You see where this is going.

One morning last week when the elder lad was at school, the youngers and I rifled through the bucket and began sorting the already-peeled crayons (and gleefully peeling others) by color into muffin tins.

Into the oven on its lowest setting went the well-seasoned (ahem) muffin tin.  The melting of the crayon bits took much *much* longer than I expected.  I didn't factor in the varying sizes and densities of the crayons before I blithely popped them into the warm oven.   Because of this variable, some colors liquefied before others.  I stirred those up with plastic spoons, ladled them into the waiting plastic eggs, and stuck them in the freezer while putting the muffin tin back in the oven to keep melting down the stubborn ones.

When the elder lad got home from school that day, he saw the project in mid-stream (about to be scrubbed, in my mind, exasperated as I was at the project's progress -- or lack there-of).  He wanted to get the prototypes out of the freezer.  When he "hatched" the first crayon from its plastic eggshell, he said incredulously "you know how to make crayons?!  Awesome."

Oh great.  I can't quit now.

So the next day I heated up the oven again and melted more crayons, because one measly muffin of broken crayon bits does not fill up a plastic egg. This meant more peeling.
At long last, all the colors melted enough to be reshaped into eggs, and the project was blessedly finished.

What I envisioned as a quick, easy, inexpensive (as in free), "green" (in the recycling/upcycling sense), and cute idea for the bambini's Easter baskets became one big deposit in the bank of experience.  In spite of the many twists and turns of the project, though, the result is (wait for it) ...

egg-cellent.

Monday, April 25, 2011

warm fuzzies

Books about rabbits and chicks and springtime are as numerous as, well, rabbits.  But here are some currently causing our noses to twitch in a bunny-like manner:

Marshmallow by Clare Turlay Newberry -- there is something about this Caldecott-award-winning book from 1943 that has me hooked.   Marshmallow is a cute little fluffy white bunny adopted by Miss Tilly, who didn't consult with her tomcat Oliver before bringing the white fluff ball into their cozy apartment.  Funny little poems about rabbits and the obvious parallel of sibling rivalry in furry friend form drive the story with watercolor illustrations in an almost monochromatic scheme that bring an ethereal dimension to the story.

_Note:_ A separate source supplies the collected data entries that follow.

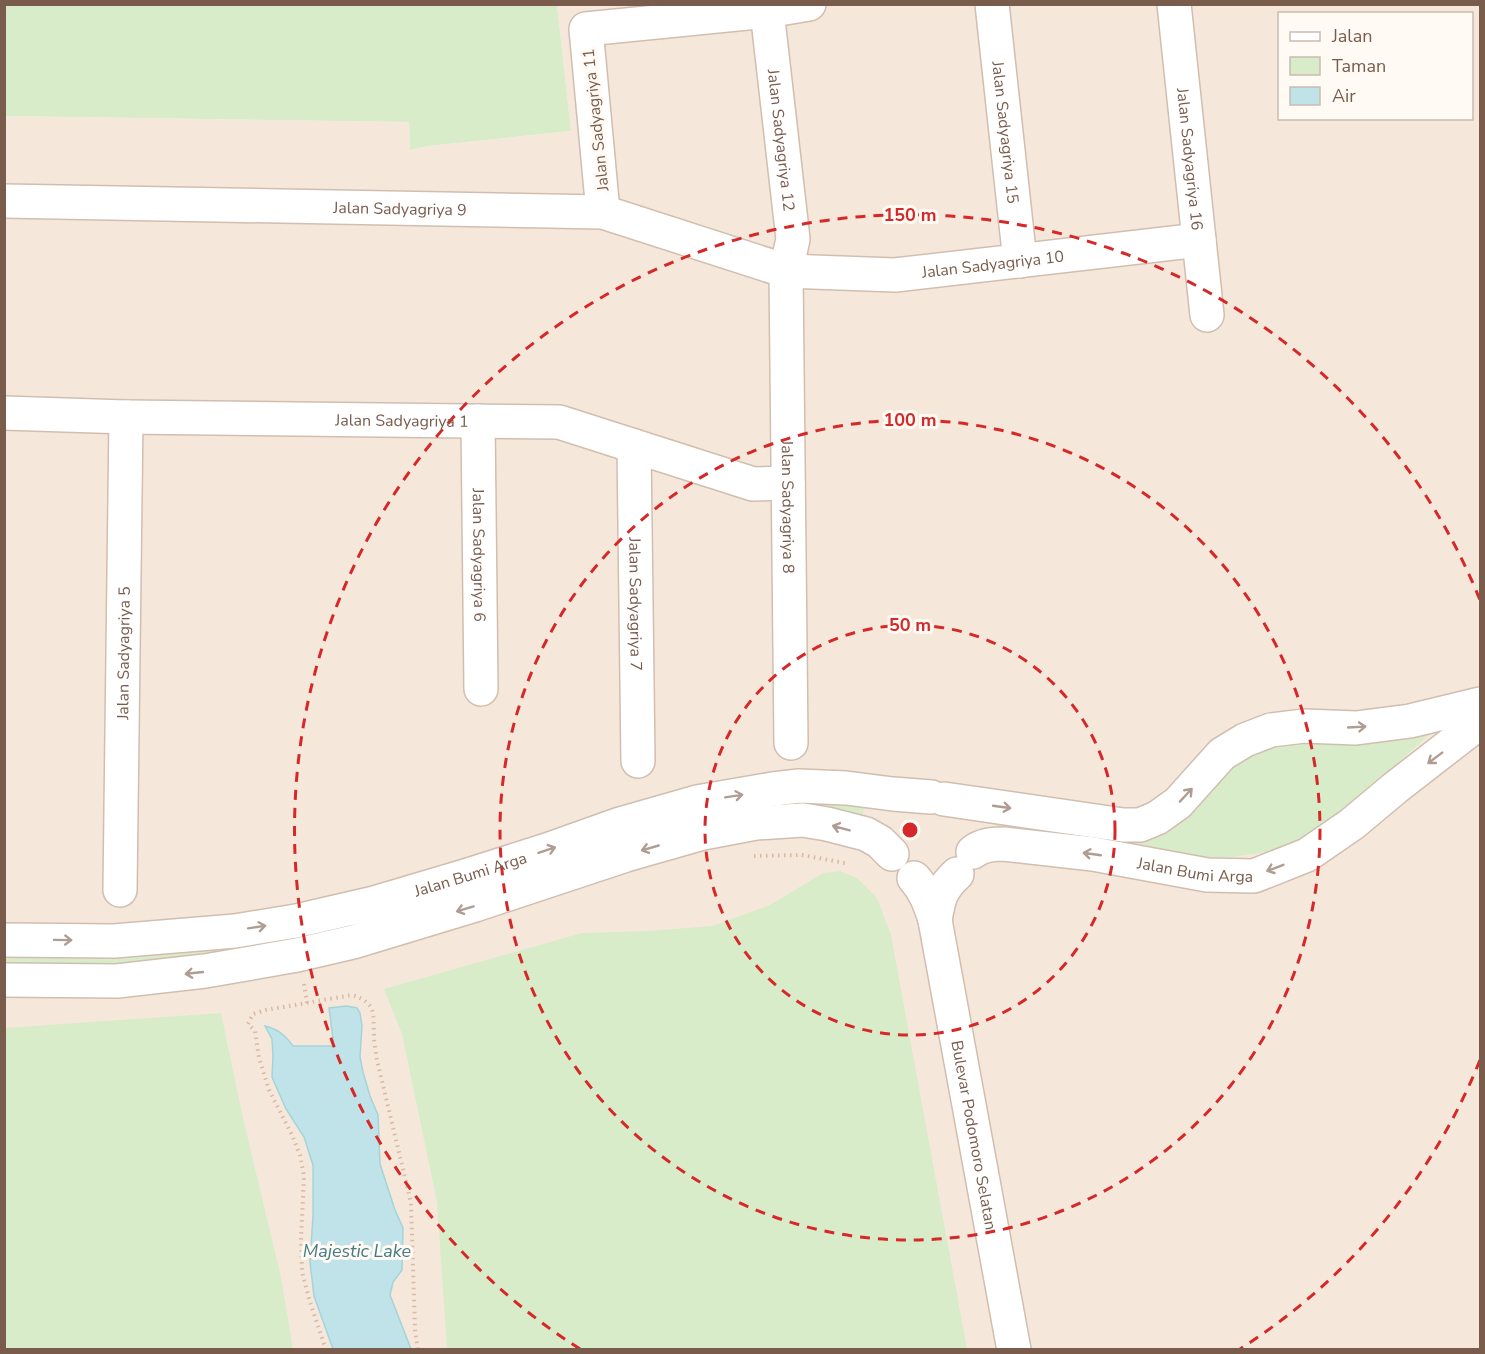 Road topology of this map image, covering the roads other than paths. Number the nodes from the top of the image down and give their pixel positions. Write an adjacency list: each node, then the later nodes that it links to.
1 (809, 4): 4 (street)
2 (992, 4): 8 (street, Jalan Sadyagriya 15)
3 (1174, 4): 7 (street, Jalan Sadyagriya 16)
4 (767, 11): 6 (street, Jalan Sadyagriya 11); 9 (street, Jalan Sadyagriya 12)
5 (4, 201): 6 (street, Jalan Sadyagriya 9)
6 (603, 212): 9 (street, Jalan Sadyagriya 9)
7 (1199, 240): 8 (street, Jalan Sadyagriya 10); 10 (street, Jalan Sadyagriya 16)
8 (1020, 261): 9 (street, Jalan Sadyagriya 10)
9 (786, 271): 15 (street, Jalan Sadyagriya 8)
10 (1207, 315)
11 (4, 413): 12 (street, Jalan Sadyagriya 1)
12 (126, 417): 13 (street, Jalan Sadyagriya 1); 24 (street, Jalan Sadyagriya 5)
13 (478, 421): 14 (street, Jalan Sadyagriya 1); 16 (street, Jalan Sadyagriya 6)
14 (634, 446): 15 (street, Jalan Sadyagriya 1); 19 (street, Jalan Sadyagriya 7)
15 (788, 483): 18 (street, Jalan Sadyagriya 8)
16 (481, 689)
17 (1471, 712): 20 (street, Jalan Bumi Arga, one-way to 17); 22 (street, Jalan Bumi Arga, one-way to 22)
18 (791, 743)
19 (638, 761)
20 (937, 798): 21 (street); 22 (street); 26 (street, Jalan Bumi Arga, one-way to 20)
21 (892, 854): 23 (street); 27 (street, Jalan Bumi Arga, one-way to 27)
22 (965, 863): 23 (street); 25 (street, Bulevar Podomoro Selatan)
23 (914, 878): 25 (street, Bulevar Podomoro Selatan)
24 (120, 890)
25 (935, 920): 28 (street, Bulevar Podomoro Selatan)
26 (4, 940)
27 (4, 981)
28 (1014, 1350)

Her illustrations have much in common with those of Catherine Rayner's, whose latest book The Bear Who Shared is among those favorites in the present library cache -- even if it's not about rabbits.


Kevin Henkes has authored and illustrated several of our favorite picture books. Little White Rabbit is the latest.  The rabbit imagines himself taking on the characteristics of several things he encounters as he cavorts around the countryside. 


From the Reading Rainbow era we have Rechenka's Eggs by Patricia Polacco.  This is another yearly favorite, about a babushka known throughout the Russian countryside for her hand painted Easter eggs of unmatched beauty.  Every year she takes her eggs to the Easter festival in Moscow to be judged in the competition.  She usually wins.  One year she nurses back to health an injured goose.  The goose, named Rechenka by Babushka, accidentally knocks over the basket of fragile eggshells that Babushka has spent the long cold winter painting in preparation for the festival, shattering them all.  By some miracle, Rechenka lays eggs whose shells are decorated with intricate patterns and beautiful colors.  There are enough for Babushka to enter in the festival.  After Babushka leaves for the Festival, Rechenka leaves one more egg before departing herself.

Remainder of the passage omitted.